Dive Brief:
- A new quarterly consumer survey from the National Association of Realtors found that more than 75% of renters, if they were looking in the next six months, would prefer to buy a single-family home, while 79% of renters would buy that home in the suburbs.
- The survey also found that fewer renters think now is a good time to buy a home, and fewer homeowners said they believe that it’s a good time to sell. According to the survey, less than 50% of households surveyed believe the economy is improving, and most would stay in a similar area if they purchased a home in the next six months, with the exception of urbanites who said they would most like to live in an area within 20 miles of the city.
- The NAR said its survey data can only lead to one conclusion — most consumers, at least the ones in the survey, would prefer a home in the suburbs.

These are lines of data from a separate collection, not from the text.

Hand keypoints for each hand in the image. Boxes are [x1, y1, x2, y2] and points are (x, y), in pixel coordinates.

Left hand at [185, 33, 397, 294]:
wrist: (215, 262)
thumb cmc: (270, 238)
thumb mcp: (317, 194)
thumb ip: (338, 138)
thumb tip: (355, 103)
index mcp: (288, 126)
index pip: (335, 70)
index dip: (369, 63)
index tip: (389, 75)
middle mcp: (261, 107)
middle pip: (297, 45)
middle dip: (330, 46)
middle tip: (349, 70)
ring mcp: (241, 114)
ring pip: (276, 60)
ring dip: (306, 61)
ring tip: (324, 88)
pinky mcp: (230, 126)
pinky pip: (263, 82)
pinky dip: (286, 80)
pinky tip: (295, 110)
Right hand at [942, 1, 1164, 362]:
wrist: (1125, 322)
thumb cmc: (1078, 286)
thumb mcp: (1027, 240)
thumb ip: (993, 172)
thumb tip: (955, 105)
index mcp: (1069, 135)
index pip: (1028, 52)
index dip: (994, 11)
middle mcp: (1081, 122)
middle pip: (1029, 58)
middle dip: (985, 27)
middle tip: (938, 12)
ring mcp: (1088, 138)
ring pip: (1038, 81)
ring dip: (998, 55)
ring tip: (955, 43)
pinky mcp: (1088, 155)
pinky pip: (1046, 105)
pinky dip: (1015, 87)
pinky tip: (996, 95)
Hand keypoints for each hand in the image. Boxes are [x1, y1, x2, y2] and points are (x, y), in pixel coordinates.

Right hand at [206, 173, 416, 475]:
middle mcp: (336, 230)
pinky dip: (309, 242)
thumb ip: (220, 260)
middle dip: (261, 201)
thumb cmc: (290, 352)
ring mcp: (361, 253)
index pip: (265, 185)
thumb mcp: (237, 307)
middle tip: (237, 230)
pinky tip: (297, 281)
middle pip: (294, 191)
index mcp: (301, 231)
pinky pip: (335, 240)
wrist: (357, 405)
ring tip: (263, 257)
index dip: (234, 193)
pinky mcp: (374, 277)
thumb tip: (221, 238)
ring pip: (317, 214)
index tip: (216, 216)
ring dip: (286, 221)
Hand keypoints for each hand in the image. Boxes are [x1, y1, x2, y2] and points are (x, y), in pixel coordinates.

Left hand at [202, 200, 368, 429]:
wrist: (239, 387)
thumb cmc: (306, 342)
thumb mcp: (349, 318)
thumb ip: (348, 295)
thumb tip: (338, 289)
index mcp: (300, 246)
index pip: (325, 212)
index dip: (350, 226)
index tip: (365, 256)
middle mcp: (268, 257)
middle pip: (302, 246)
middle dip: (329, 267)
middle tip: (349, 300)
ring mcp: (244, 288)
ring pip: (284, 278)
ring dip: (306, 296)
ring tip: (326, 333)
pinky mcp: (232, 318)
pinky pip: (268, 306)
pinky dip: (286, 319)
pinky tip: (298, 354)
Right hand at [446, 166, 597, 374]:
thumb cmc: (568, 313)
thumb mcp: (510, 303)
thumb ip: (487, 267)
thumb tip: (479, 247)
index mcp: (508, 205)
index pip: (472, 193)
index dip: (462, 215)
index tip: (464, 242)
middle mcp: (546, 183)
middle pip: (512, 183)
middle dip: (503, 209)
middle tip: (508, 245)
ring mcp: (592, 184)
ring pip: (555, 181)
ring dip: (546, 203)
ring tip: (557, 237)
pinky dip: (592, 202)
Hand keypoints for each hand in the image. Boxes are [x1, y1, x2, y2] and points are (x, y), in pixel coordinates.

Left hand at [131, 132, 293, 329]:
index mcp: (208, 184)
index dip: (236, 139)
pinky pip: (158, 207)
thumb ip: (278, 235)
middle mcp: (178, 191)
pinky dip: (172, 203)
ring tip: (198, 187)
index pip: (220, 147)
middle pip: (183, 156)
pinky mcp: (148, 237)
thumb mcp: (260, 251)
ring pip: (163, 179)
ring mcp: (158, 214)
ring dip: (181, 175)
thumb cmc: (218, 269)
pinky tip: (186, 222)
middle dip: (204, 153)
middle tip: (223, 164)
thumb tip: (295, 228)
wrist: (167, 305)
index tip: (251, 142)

In response to this, Lawrence Yun, NAR chief economist, said homebuilders should "double their focus" to build single-family homes to avoid an even tighter inventory problem.
Dive Insight:
An NAR report earlier this month revealed that more millennials, although famous for being urban renters, are considering a home purchase in the suburbs, primarily because of the expense of a city home.
"The American Dream for most consumers is not a cramped, 500-square-foot condo in the middle of the city, but instead a larger home within close proximity to the jobs and entertainment an urban area provides," Yun said in a release. He continued that the rise in home valuation and equity has made the prospect of selling a home attractive, but rising home prices have lessened the desire to buy.
Inventory concerns continue to plague the housing market, as rising prices and limited housing supply have continued to be the main factors cited as holding back stronger growth in the residential sector.
Yun’s pleas for more housing joins those of San Francisco activists who have said that zoning is really at the heart of city's crisis. According to Kriston Capps of The Atlantic’s CityLab, the city’s wealthiest residents are preventing the construction of new housing, critical to relieving pressure on supply, which is forcing development to "spill over" into poorer neighborhoods where high-priced luxury housing forces long-time residents out.